> PROBLEM TO WORK ON
Note each line of the entries that includes "Heras". Then copy those lines.

[Collected data entries]

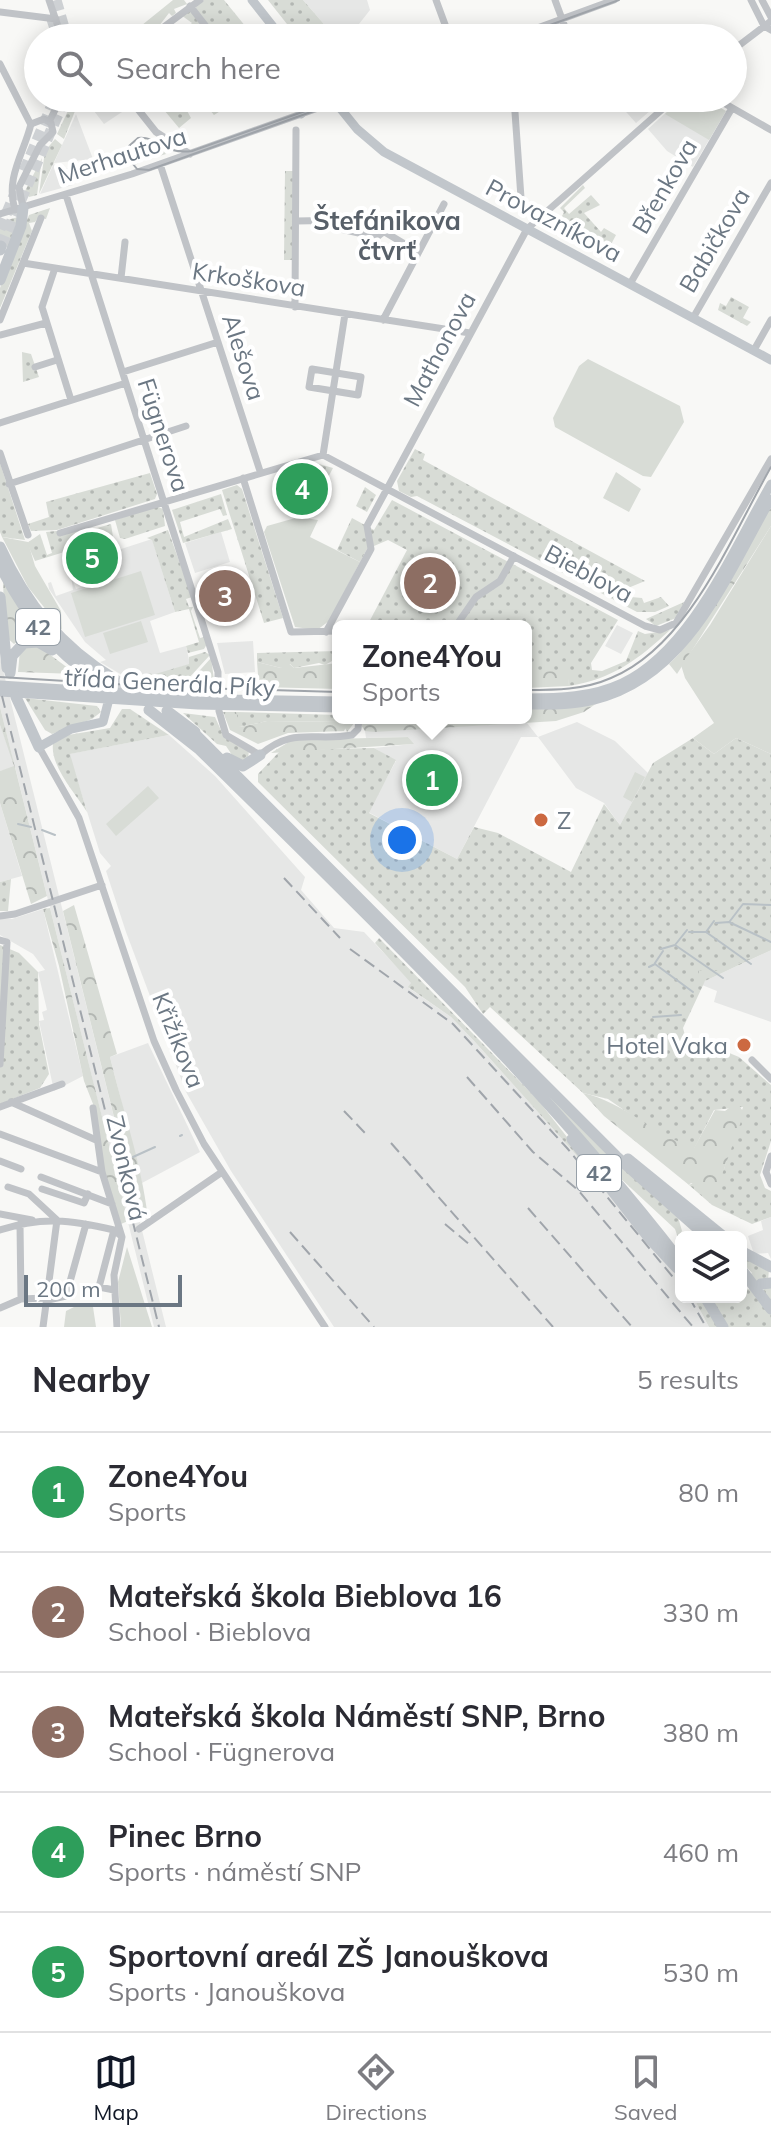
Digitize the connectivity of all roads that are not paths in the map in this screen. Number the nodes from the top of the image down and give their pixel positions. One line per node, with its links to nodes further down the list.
1 (49, 0): 11 (street)
2 (200, 0): 9 (street)
3 (252, 0): 16 (main road)
4 (436, 0): 17 (street)
5 (555, 0): 12 (street)
6 (614, 0): 12 (street)
7 (751, 0): 20 (street)
8 (762, 0): 20 (street)
9 (190, 6): 14 (street); 15 (street)
10 (0, 12): 11 (street)
11 (56, 19): 13 (street)
12 (562, 19): 18 (street); 19 (street)
13 (58, 24)
14 (167, 24)
15 (204, 24)
16 (271, 24)
17 (445, 24)
18 (548, 24)
19 (564, 24)
20 (769, 24): 21 (street)
21 (751, 35): 22 (street); 23 (street)
22 (747, 37)
23 (747, 38)
24 (0, 64): 25 (street)
25 (24, 111)
26 (24, 112): 37 (street)
27 (54, 112): 36 (street)
28 (140, 112): 42 (street)
29 (306, 112): 35 (street, Merhautova)
30 (345, 112): 52 (main road, Provazníkova)
31 (515, 112): 48 (street)
32 (659, 112): 52 (street, Mathonova)
33 (730, 112): 60 (street, Břenkova)
34 (739, 112): 39 (street)
35 (301, 114): 42 (street, Merhautova)
36 (49, 122): 37 (street); 41 (street)
37 (31, 125): 40 (street)
38 (296, 130): 51 (street)
39 (771, 130)
40 (31, 135): 41 (street); 47 (street)
41 (44, 141): 47 (street)
42 (190, 154): 43 (street, Merhautova)
43 (160, 164): 45 (street, Merhautova); 61 (street, Alešova)
44 (771, 183): 64 (street, Babičkova)
45 (66, 195): 47 (street, Merhautova); 57 (street, Fügnerova)
46 (444, 204): 54 (street)
47 (19, 209): 49 (street, Merhautova); 59 (highway)
48 (522, 212)
49 (0, 214)
50 (41, 218): 55 (street)
51 (296, 221): 54 (street); 62 (street)
52 (527, 229): 60 (main road, Provazníkova); 69 (street, Mathonova)
53 (125, 242): 58 (street)
54 (418, 252): 66 (street)
55 (23, 263): 56 (street, Krkoškova); 65 (street)
56 (55, 268): 57 (street, Krkoškova); 68 (street)
57 (91, 273): 58 (street, Krkoškova); 76 (street, Fügnerova)
58 (121, 278): 61 (street, Krkoškova)
59 (0, 280)
60 (630, 284): 64 (main road, Provazníkova)
61 (201, 291): 62 (street, Krkoškova); 71 (street, Alešova)
62 (295, 307): 63 (street, Krkoškova)
63 (345, 314): 66 (street, Krkoškova); 77 (street)
64 (693, 318): 72 (main road, Provazníkova)
65 (0, 320)
66 (383, 320): 69 (street, Krkoškova)
67 (771, 320): 72 (street)
68 (46, 323): 70 (street); 73 (street)
69 (470, 333): 91 (street, Mathonova)
70 (0, 335)
71 (218, 342): 76 (street); 87 (street, Alešova)
72 (754, 350): 74 (main road, Provazníkova)
73 (57, 360): 75 (street); 80 (street)
74 (771, 360)
75 (35, 367)
76 (123, 372): 78 (street, Fügnerova)
77 (337, 373): 79 (street); 79 (street); 79 (street)
78 (126, 383): 80 (street); 83 (street, Fügnerova)
79 (334, 391): 85 (street)
80 (71, 400): 81 (street)
81 (0, 423)
82 (186, 426): 83 (street)
83 (144, 439): 89 (street); 93 (street, Fügnerova)
84 (0, 453): 89 (street)
85 (323, 455): 87 (street); 91 (street, Bieblova)
86 (771, 459): 97 (street, Bieblova)
87 (260, 471): 88 (street)
88 (243, 478): 93 (street); 103 (street)
89 (9, 484): 95 (street)
90 (771, 484): 110 (main road)
91 (386, 488): 97 (street, Bieblova); 100 (street, Mathonova)
92 (771, 499): 113 (main road)
93 (164, 501): 94 (street); 111 (street, Fügnerova)
94 (60, 533)
95 (28, 535)
96 (0, 547): 105 (highway, 42)
97 (514, 556): 101 (street, Bieblova)
98 (0, 565): 107 (highway, 42)
99 (0, 597): 107 (highway, 42)
100 (333, 620)
101 (460, 620)
102 (332, 621): 103 (street, Mathonova)
103 (326, 632): 104 (street)
104 (332, 632)
105 (114, 679)
106 (0, 685): 109 (main road, třída Generála Píky)
107 (104, 690): 109 (main road, třída Generála Píky); 111 (main road, třída Generála Píky); 114 (main road, třída Generála Píky); 119 (main road)
108 (0, 692): 109 (main road, třída Generála Píky)
109 (23, 692): 119 (highway)
110 (532, 698)
111 (219, 700): 112 (main road, třída Generála Píky); 114 (main road, třída Generála Píky); 115 (main road, třída Generála Píky); 120 (street, Fügnerova)
112 (332, 701)
113 (532, 705)
114 (168, 707): 118 (highway, 42)
115 (332, 708)
116 (149, 710): 127 (highway, 42)
117 (358, 724): 120 (street)
118 (191, 730): 120 (highway, 42); 121 (highway, 42)
119 (39, 747): 122 (street, Křižíkova)
120 (257, 758): 121 (highway, 42)
121 (286, 824): 133 (highway, 42)
122 (102, 885): 123 (street); 140 (street, Křižíkova)
123 (0, 916)
124 (0, 940): 126 (street)
125 (752, 1060): 128 (street)
126 (0, 1064)
127 (523, 1075): 158 (highway, 42); 159 (highway, 42)
128 (771, 1079)
129 (62, 1084): 130 (street)
130 (11, 1102): 131 (street); 135 (street)
131 (0, 1107)
132 (93, 1108): 135 (street, Zvonková)
133 (581, 1121): 154 (highway, 42); 155 (highway, 42)
134 (0, 1134): 139 (street)
135 (96, 1140): 139 (street, Zvonková)
136 (771, 1156): 142 (street)
137 (0, 1161): 138 (street)
138 (21, 1169)
139 (102, 1172): 146 (street, Zvonková)
140 (222, 1172): 156 (street); 170 (street, Křižíkova)
141 (41, 1177): 145 (street)
142 (771, 1184)
143 (8, 1187): 149 (street)
144 (42, 1189): 145 (street)
145 (88, 1194): 146 (street)
146 (114, 1204): 156 (street, Zvonková)
147 (0, 1214): 148 (street)
148 (32, 1220): 149 (street); 150 (street)
149 (57, 1220): 151 (street); 164 (street)
150 (20, 1224): 152 (street); 163 (street)
151 (86, 1224): 153 (street); 164 (street)
152 (0, 1230)
153 (114, 1230): 156 (street); 162 (street)
154 (700, 1231)
155 (717, 1231)
156 (122, 1237): 162 (street)
157 (747, 1254): 160 (highway)
158 (675, 1258)
159 (675, 1261)
160 (771, 1267)
161 (747, 1282): 167 (highway)
162 (114, 1290): 169 (street)
163 (21, 1299): 164 (street); 166 (street)
164 (47, 1299): 168 (street)
165 (709, 1303): 171 (highway)
166 (0, 1308)
167 (771, 1309)
168 (43, 1327)
169 (117, 1327)
170 (325, 1327)
171 (723, 1327)

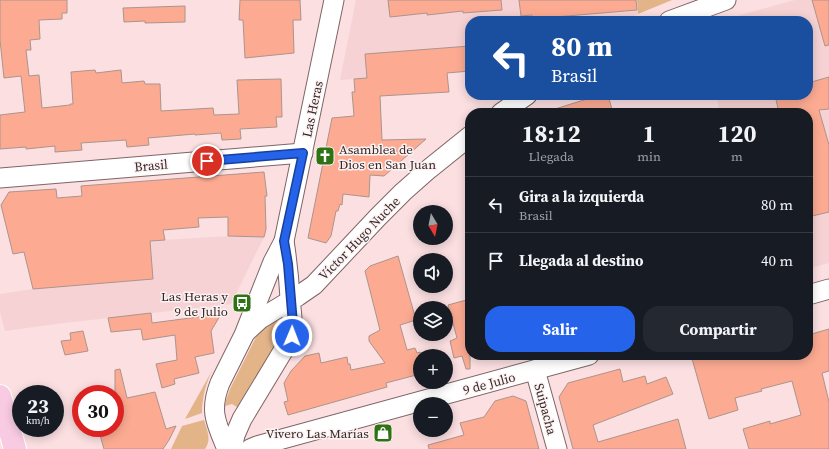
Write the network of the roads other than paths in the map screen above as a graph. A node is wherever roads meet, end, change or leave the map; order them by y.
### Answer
1 (334, 0) edge
2 (726, 0) edge
3 (683, 16) edge
4 (520, 100) edge
5 (508, 108) edge
6 (465, 140) edge
7 (303, 153) junction
8 (0, 178) edge
9 (284, 241) junction
10 (829, 289) edge
11 (813, 294) edge
12 (290, 301) junction
13 (244, 335) junction
14 (571, 360) edge
15 (535, 370) junction
16 (0, 396) edge
17 (15, 449) edge
18 (227, 449) edge
19 (232, 449) edge
20 (250, 449) edge
21 (557, 449) edge

1 - 7 street, Las Heras
2 - 3 street
4 - 5 street
6 - 12 street, Víctor Hugo Nuche
7 - 8 street, Brasil
7 - 9 street, Las Heras
9 - 12 street, Las Heras
9 - 13 street, Las Heras
10 - 11 street
12 - 13 street, Víctor Hugo Nuche
12 - 19 street, Las Heras
13 - 18 street, Las Heras
14 - 15 street, 9 de Julio
15 - 20 street, 9 de Julio
15 - 21 street, Suipacha
16 - 17 main road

> PROBLEM SOLUTION
1 - 7 street, Las Heras
7 - 9 street, Las Heras
9 - 12 street, Las Heras
9 - 13 street, Las Heras
12 - 19 street, Las Heras
13 - 18 street, Las Heras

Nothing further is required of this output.